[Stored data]

====

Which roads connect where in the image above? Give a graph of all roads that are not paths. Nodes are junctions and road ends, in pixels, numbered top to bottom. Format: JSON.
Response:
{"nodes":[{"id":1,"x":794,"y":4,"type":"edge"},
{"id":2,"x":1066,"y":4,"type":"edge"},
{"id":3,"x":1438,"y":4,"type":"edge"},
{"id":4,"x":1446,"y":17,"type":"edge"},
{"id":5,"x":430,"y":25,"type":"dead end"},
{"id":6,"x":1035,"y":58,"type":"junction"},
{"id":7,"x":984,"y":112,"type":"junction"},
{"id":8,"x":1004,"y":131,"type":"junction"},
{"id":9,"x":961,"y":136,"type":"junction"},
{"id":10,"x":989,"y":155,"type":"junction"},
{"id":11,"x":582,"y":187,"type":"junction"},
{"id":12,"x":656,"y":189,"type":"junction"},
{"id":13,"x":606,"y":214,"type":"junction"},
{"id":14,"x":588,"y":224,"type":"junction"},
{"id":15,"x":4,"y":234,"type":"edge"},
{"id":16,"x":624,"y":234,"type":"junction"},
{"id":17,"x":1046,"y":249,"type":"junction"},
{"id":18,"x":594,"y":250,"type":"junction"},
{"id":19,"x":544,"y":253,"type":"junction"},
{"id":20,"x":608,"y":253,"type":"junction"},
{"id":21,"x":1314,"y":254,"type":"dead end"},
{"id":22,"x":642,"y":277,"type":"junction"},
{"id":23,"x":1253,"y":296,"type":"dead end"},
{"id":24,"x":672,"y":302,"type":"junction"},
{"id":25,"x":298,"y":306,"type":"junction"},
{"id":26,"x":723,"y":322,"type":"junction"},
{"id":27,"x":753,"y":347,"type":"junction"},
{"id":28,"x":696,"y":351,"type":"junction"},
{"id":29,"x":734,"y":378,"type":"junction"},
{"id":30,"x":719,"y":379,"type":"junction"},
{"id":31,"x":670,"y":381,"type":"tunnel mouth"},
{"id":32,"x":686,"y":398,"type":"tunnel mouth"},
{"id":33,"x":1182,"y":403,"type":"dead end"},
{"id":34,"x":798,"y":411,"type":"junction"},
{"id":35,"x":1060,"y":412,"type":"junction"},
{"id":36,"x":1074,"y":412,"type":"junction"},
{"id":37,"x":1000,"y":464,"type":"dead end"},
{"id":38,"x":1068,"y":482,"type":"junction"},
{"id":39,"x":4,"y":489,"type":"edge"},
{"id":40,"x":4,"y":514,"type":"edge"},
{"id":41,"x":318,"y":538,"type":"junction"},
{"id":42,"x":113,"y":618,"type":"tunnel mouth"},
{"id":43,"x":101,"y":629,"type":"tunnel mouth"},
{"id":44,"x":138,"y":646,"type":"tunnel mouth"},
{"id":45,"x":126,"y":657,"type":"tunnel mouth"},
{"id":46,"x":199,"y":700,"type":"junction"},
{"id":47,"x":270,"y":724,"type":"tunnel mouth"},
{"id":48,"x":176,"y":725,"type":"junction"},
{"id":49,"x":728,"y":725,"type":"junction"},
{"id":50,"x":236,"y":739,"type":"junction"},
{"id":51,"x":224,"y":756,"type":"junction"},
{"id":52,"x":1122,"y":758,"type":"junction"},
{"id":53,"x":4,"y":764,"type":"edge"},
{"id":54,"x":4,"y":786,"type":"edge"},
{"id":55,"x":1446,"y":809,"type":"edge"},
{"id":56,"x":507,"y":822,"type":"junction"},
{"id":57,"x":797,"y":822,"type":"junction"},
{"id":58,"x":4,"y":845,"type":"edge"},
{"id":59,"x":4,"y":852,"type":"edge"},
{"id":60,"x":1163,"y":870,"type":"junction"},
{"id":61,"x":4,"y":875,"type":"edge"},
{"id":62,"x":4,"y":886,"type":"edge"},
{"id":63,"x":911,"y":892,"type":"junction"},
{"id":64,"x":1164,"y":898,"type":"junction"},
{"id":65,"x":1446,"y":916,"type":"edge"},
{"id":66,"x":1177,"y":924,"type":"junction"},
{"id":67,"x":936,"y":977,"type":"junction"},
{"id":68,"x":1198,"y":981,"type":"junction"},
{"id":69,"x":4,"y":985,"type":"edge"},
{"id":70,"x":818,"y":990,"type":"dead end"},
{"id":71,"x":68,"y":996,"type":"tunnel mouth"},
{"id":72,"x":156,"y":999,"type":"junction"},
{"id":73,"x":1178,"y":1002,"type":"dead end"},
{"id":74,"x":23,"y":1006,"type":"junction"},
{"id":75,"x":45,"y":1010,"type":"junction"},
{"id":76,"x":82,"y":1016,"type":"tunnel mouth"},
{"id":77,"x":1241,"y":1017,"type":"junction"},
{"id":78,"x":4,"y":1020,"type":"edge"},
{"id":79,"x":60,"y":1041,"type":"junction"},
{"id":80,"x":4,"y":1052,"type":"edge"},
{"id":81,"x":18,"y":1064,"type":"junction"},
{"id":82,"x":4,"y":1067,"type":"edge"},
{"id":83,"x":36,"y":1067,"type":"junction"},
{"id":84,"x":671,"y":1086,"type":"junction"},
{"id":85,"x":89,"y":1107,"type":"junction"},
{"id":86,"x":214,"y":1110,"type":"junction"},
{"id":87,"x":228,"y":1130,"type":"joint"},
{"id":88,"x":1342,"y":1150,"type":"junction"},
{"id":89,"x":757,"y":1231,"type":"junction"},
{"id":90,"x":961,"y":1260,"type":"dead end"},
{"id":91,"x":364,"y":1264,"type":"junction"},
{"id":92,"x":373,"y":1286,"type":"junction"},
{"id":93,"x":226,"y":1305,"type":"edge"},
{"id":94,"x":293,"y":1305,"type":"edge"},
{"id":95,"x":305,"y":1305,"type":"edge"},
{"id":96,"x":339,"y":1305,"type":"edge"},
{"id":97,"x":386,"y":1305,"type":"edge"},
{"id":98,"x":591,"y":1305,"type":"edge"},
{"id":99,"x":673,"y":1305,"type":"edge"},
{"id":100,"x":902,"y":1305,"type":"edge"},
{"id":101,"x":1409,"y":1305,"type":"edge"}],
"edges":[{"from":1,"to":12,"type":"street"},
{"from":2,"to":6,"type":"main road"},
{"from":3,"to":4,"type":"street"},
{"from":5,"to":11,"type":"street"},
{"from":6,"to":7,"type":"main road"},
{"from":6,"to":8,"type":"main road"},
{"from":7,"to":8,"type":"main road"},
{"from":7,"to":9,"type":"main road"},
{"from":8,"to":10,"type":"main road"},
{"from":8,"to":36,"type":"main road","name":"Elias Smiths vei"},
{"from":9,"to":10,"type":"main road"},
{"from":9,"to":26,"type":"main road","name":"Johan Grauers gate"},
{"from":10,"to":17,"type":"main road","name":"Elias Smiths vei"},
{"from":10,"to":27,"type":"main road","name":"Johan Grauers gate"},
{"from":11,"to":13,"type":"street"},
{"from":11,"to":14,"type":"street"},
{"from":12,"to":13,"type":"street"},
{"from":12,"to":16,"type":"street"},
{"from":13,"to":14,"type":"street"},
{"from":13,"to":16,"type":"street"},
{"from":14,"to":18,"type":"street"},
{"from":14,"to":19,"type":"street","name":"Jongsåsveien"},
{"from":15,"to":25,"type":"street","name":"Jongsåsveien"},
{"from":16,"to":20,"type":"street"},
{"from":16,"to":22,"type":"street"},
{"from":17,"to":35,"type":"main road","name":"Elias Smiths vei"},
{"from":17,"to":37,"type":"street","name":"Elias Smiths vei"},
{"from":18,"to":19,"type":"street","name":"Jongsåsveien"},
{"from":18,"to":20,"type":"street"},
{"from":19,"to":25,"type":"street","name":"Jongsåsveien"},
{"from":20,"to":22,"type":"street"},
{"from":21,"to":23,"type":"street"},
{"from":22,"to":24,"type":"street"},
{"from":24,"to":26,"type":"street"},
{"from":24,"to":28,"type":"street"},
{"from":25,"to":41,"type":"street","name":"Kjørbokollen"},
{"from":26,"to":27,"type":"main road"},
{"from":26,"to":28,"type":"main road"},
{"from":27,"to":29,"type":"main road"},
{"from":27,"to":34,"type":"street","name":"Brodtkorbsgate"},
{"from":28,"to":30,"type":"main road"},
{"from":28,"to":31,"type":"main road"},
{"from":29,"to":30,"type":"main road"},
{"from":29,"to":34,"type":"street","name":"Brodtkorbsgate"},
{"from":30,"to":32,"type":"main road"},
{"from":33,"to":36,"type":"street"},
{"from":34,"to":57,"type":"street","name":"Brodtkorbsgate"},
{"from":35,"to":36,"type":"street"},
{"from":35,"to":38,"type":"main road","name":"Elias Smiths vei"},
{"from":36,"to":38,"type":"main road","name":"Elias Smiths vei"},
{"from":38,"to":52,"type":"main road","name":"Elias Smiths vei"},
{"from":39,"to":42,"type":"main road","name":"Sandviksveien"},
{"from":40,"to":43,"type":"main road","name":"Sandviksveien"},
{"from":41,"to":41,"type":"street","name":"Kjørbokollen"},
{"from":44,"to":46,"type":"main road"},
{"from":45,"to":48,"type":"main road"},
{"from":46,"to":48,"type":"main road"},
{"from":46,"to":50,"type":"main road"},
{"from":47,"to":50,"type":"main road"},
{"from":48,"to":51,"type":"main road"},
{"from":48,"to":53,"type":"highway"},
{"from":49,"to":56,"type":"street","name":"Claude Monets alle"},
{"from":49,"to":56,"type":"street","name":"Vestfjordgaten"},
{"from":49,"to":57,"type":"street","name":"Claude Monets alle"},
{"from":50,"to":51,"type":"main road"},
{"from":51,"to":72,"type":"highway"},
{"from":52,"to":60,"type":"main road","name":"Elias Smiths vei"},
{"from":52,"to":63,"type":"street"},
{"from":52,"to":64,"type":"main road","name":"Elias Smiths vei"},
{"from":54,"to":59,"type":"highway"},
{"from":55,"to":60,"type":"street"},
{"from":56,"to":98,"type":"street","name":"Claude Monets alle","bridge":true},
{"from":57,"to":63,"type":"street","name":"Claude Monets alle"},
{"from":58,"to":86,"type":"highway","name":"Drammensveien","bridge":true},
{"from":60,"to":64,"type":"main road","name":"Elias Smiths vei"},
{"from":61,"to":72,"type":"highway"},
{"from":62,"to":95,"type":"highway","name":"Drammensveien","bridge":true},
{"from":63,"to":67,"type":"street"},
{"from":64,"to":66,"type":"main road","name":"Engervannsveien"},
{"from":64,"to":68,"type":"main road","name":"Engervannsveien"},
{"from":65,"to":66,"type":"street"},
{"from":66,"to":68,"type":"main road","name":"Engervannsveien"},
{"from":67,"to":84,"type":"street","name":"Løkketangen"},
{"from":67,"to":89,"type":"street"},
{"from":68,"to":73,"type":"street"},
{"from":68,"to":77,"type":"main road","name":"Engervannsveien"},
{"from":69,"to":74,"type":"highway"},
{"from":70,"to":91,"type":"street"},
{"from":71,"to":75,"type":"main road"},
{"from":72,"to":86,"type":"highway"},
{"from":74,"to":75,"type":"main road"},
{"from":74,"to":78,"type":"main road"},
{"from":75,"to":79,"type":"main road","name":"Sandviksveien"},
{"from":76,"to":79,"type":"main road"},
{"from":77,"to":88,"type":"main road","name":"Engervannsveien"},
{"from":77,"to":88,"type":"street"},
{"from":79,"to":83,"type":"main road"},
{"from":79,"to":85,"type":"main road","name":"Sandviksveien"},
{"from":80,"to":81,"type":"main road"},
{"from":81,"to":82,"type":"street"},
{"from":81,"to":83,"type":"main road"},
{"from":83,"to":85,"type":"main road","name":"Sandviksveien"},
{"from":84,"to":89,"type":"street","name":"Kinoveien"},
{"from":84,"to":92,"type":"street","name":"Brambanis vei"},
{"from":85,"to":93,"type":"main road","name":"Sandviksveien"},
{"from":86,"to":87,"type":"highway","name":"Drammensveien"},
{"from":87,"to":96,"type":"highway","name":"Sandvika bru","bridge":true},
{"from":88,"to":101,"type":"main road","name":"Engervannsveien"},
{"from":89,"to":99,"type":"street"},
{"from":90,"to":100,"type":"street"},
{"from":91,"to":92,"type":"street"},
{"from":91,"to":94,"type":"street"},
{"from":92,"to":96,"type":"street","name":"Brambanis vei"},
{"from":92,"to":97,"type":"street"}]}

====

### YOUR OBJECTIVE
Isolate the lines above that contain the word "Johan" and copy them.

### FINISHED TASK
{"from":9,"to":26,"type":"main road","name":"Johan Grauers gate"},
{"from":10,"to":27,"type":"main road","name":"Johan Grauers gate"},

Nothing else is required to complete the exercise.